-- Opening Marker --

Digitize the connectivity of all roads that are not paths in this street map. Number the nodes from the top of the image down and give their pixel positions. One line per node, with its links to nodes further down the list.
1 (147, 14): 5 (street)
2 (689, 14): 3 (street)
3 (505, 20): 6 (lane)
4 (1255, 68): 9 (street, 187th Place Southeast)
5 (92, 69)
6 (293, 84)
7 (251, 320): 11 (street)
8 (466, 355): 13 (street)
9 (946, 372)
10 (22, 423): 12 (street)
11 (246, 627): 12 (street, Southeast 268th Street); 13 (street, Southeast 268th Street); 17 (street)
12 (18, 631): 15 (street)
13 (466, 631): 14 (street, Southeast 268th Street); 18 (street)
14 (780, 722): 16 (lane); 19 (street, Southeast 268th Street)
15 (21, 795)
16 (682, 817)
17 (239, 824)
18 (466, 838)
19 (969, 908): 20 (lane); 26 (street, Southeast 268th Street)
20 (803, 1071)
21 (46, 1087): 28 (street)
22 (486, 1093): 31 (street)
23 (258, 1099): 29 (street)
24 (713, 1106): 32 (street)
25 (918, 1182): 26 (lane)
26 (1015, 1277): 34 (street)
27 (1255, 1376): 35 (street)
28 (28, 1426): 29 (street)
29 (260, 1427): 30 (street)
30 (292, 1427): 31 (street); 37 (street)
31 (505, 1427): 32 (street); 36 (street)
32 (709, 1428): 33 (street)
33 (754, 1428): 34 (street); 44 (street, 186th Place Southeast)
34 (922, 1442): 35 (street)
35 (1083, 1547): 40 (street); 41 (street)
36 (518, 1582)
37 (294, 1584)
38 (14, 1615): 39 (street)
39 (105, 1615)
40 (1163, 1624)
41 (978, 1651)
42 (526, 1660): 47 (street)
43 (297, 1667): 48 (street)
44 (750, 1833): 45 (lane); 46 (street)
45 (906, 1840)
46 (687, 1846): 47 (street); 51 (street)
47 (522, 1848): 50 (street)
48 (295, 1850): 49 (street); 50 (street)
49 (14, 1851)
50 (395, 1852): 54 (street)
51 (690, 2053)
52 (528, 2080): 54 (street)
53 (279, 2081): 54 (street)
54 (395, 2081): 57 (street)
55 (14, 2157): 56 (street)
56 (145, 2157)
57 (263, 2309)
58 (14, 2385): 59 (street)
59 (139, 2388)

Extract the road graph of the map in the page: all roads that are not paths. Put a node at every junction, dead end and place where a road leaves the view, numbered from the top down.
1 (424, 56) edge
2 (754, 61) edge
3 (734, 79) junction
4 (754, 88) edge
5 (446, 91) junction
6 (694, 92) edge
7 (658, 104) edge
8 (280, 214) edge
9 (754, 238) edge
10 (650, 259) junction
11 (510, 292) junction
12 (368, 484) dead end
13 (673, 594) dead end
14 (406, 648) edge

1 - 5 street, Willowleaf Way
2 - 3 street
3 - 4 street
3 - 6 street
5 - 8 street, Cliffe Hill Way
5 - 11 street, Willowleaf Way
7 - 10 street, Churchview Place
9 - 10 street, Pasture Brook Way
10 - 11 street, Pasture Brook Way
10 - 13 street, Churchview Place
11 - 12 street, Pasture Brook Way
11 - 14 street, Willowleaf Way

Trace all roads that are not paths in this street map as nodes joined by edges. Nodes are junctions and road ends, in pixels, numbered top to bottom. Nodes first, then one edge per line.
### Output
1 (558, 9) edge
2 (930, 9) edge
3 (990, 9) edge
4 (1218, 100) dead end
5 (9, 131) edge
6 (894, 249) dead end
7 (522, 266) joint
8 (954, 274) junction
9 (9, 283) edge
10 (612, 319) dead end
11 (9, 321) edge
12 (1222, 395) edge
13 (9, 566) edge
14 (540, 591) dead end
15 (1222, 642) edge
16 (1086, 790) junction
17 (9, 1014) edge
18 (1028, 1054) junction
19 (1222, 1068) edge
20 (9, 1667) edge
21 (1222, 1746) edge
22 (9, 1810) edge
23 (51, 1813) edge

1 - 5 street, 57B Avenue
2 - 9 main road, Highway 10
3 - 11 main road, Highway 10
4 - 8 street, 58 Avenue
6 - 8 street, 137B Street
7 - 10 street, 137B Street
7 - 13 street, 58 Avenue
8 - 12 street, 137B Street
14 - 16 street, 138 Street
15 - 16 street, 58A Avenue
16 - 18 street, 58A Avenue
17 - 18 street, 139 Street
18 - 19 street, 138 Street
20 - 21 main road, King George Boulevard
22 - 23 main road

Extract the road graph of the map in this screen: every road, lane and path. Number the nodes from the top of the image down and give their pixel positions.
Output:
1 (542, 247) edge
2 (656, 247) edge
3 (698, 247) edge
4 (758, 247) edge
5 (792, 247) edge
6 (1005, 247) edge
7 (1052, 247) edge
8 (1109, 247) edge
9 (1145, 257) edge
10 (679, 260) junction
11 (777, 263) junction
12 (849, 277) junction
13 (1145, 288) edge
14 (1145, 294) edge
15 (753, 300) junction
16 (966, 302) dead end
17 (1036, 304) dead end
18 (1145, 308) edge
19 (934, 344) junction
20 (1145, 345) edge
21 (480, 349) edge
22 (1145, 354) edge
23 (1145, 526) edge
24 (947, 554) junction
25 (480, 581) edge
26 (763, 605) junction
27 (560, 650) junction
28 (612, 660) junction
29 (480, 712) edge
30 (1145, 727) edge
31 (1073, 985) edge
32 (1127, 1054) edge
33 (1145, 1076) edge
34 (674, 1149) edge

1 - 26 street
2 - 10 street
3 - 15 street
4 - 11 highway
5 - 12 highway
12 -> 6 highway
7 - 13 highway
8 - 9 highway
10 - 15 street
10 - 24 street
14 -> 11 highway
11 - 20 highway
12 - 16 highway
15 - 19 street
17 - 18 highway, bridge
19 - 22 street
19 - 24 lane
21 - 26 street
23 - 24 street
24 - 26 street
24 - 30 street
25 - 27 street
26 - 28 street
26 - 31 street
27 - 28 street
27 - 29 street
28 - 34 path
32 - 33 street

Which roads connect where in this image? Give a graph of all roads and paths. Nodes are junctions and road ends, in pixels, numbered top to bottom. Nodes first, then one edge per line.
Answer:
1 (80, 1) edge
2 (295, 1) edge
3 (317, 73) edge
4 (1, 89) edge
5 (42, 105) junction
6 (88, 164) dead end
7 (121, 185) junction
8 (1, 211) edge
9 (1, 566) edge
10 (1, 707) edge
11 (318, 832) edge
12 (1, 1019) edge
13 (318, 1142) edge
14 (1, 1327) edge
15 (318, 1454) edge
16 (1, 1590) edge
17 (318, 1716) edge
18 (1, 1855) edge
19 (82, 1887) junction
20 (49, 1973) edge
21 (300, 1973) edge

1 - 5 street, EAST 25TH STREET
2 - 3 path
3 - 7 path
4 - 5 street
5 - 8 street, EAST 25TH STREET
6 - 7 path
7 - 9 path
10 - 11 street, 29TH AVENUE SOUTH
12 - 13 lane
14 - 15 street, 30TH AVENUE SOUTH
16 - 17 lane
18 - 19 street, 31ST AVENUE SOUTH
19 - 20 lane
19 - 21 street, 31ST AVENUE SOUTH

-- Closing Marker --

• _TASK_: Copy the entries above exactly, leaving none out.

• _ANSWER SECTION_:
Digitize the connectivity of all roads that are not paths in this street map. Number the nodes from the top of the image down and give their pixel positions. One line per node, with its links to nodes further down the list.
1 (147, 14): 5 (street)
2 (689, 14): 3 (street)
3 (505, 20): 6 (lane)
4 (1255, 68): 9 (street, 187th Place Southeast)
5 (92, 69)
6 (293, 84)
7 (251, 320): 11 (street)
8 (466, 355): 13 (street)
9 (946, 372)
10 (22, 423): 12 (street)
11 (246, 627): 12 (street, Southeast 268th Street); 13 (street, Southeast 268th Street); 17 (street)
12 (18, 631): 15 (street)
13 (466, 631): 14 (street, Southeast 268th Street); 18 (street)
14 (780, 722): 16 (lane); 19 (street, Southeast 268th Street)
15 (21, 795)
16 (682, 817)
17 (239, 824)
18 (466, 838)
19 (969, 908): 20 (lane); 26 (street, Southeast 268th Street)
20 (803, 1071)
21 (46, 1087): 28 (street)
22 (486, 1093): 31 (street)
23 (258, 1099): 29 (street)
24 (713, 1106): 32 (street)
25 (918, 1182): 26 (lane)
26 (1015, 1277): 34 (street)
27 (1255, 1376): 35 (street)
28 (28, 1426): 29 (street)
29 (260, 1427): 30 (street)
30 (292, 1427): 31 (street); 37 (street)
31 (505, 1427): 32 (street); 36 (street)
32 (709, 1428): 33 (street)
33 (754, 1428): 34 (street); 44 (street, 186th Place Southeast)
34 (922, 1442): 35 (street)
35 (1083, 1547): 40 (street); 41 (street)
36 (518, 1582)
37 (294, 1584)
38 (14, 1615): 39 (street)
39 (105, 1615)
40 (1163, 1624)
41 (978, 1651)
42 (526, 1660): 47 (street)
43 (297, 1667): 48 (street)
44 (750, 1833): 45 (lane); 46 (street)
45 (906, 1840)
46 (687, 1846): 47 (street); 51 (street)
47 (522, 1848): 50 (street)
48 (295, 1850): 49 (street); 50 (street)
49 (14, 1851)
50 (395, 1852): 54 (street)
51 (690, 2053)
52 (528, 2080): 54 (street)
53 (279, 2081): 54 (street)
54 (395, 2081): 57 (street)
55 (14, 2157): 56 (street)
56 (145, 2157)
57 (263, 2309)
58 (14, 2385): 59 (street)
59 (139, 2388)

Extract the road graph of the map in the page: all roads that are not paths. Put a node at every junction, dead end and place where a road leaves the view, numbered from the top down.
1 (424, 56) edge
2 (754, 61) edge
3 (734, 79) junction
4 (754, 88) edge
5 (446, 91) junction
6 (694, 92) edge
7 (658, 104) edge
8 (280, 214) edge
9 (754, 238) edge
10 (650, 259) junction
11 (510, 292) junction
12 (368, 484) dead end
13 (673, 594) dead end
14 (406, 648) edge

1 - 5 street, Willowleaf Way
2 - 3 street
3 - 4 street
3 - 6 street
5 - 8 street, Cliffe Hill Way
5 - 11 street, Willowleaf Way
7 - 10 street, Churchview Place
9 - 10 street, Pasture Brook Way
10 - 11 street, Pasture Brook Way
10 - 13 street, Churchview Place
11 - 12 street, Pasture Brook Way
11 - 14 street, Willowleaf Way

Trace all roads that are not paths in this street map as nodes joined by edges. Nodes are junctions and road ends, in pixels, numbered top to bottom. Nodes first, then one edge per line.
### Output
1 (558, 9) edge
2 (930, 9) edge
3 (990, 9) edge
4 (1218, 100) dead end
5 (9, 131) edge
6 (894, 249) dead end
7 (522, 266) joint
8 (954, 274) junction
9 (9, 283) edge
10 (612, 319) dead end
11 (9, 321) edge
12 (1222, 395) edge
13 (9, 566) edge
14 (540, 591) dead end
15 (1222, 642) edge
16 (1086, 790) junction
17 (9, 1014) edge
18 (1028, 1054) junction
19 (1222, 1068) edge
20 (9, 1667) edge
21 (1222, 1746) edge
22 (9, 1810) edge
23 (51, 1813) edge

1 - 5 street, 57B Avenue
2 - 9 main road, Highway 10
3 - 11 main road, Highway 10
4 - 8 street, 58 Avenue
6 - 8 street, 137B Street
7 - 10 street, 137B Street
7 - 13 street, 58 Avenue
8 - 12 street, 137B Street
14 - 16 street, 138 Street
15 - 16 street, 58A Avenue
16 - 18 street, 58A Avenue
17 - 18 street, 139 Street
18 - 19 street, 138 Street
20 - 21 main road, King George Boulevard
22 - 23 main road

Extract the road graph of the map in this screen: every road, lane and path. Number the nodes from the top of the image down and give their pixel positions.
Output:
1 (542, 247) edge
2 (656, 247) edge
3 (698, 247) edge
4 (758, 247) edge
5 (792, 247) edge
6 (1005, 247) edge
7 (1052, 247) edge
8 (1109, 247) edge
9 (1145, 257) edge
10 (679, 260) junction
11 (777, 263) junction
12 (849, 277) junction
13 (1145, 288) edge
14 (1145, 294) edge
15 (753, 300) junction
16 (966, 302) dead end
17 (1036, 304) dead end
18 (1145, 308) edge
19 (934, 344) junction
20 (1145, 345) edge
21 (480, 349) edge
22 (1145, 354) edge
23 (1145, 526) edge
24 (947, 554) junction
25 (480, 581) edge
26 (763, 605) junction
27 (560, 650) junction
28 (612, 660) junction
29 (480, 712) edge
30 (1145, 727) edge
31 (1073, 985) edge
32 (1127, 1054) edge
33 (1145, 1076) edge
34 (674, 1149) edge

1 - 26 street
2 - 10 street
3 - 15 street
4 - 11 highway
5 - 12 highway
12 -> 6 highway
7 - 13 highway
8 - 9 highway
10 - 15 street
10 - 24 street
14 -> 11 highway
11 - 20 highway
12 - 16 highway
15 - 19 street
17 - 18 highway, bridge
19 - 22 street
19 - 24 lane
21 - 26 street
23 - 24 street
24 - 26 street
24 - 30 street
25 - 27 street
26 - 28 street
26 - 31 street
27 - 28 street
27 - 29 street
28 - 34 path
32 - 33 street

Which roads connect where in this image? Give a graph of all roads and paths. Nodes are junctions and road ends, in pixels, numbered top to bottom. Nodes first, then one edge per line.
Answer:
1 (80, 1) edge
2 (295, 1) edge
3 (317, 73) edge
4 (1, 89) edge
5 (42, 105) junction
6 (88, 164) dead end
7 (121, 185) junction
8 (1, 211) edge
9 (1, 566) edge
10 (1, 707) edge
11 (318, 832) edge
12 (1, 1019) edge
13 (318, 1142) edge
14 (1, 1327) edge
15 (318, 1454) edge
16 (1, 1590) edge
17 (318, 1716) edge
18 (1, 1855) edge
19 (82, 1887) junction
20 (49, 1973) edge
21 (300, 1973) edge

1 - 5 street, EAST 25TH STREET
2 - 3 path
3 - 7 path
4 - 5 street
5 - 8 street, EAST 25TH STREET
6 - 7 path
7 - 9 path
10 - 11 street, 29TH AVENUE SOUTH
12 - 13 lane
14 - 15 street, 30TH AVENUE SOUTH
16 - 17 lane
18 - 19 street, 31ST AVENUE SOUTH
19 - 20 lane
19 - 21 street, 31ST AVENUE SOUTH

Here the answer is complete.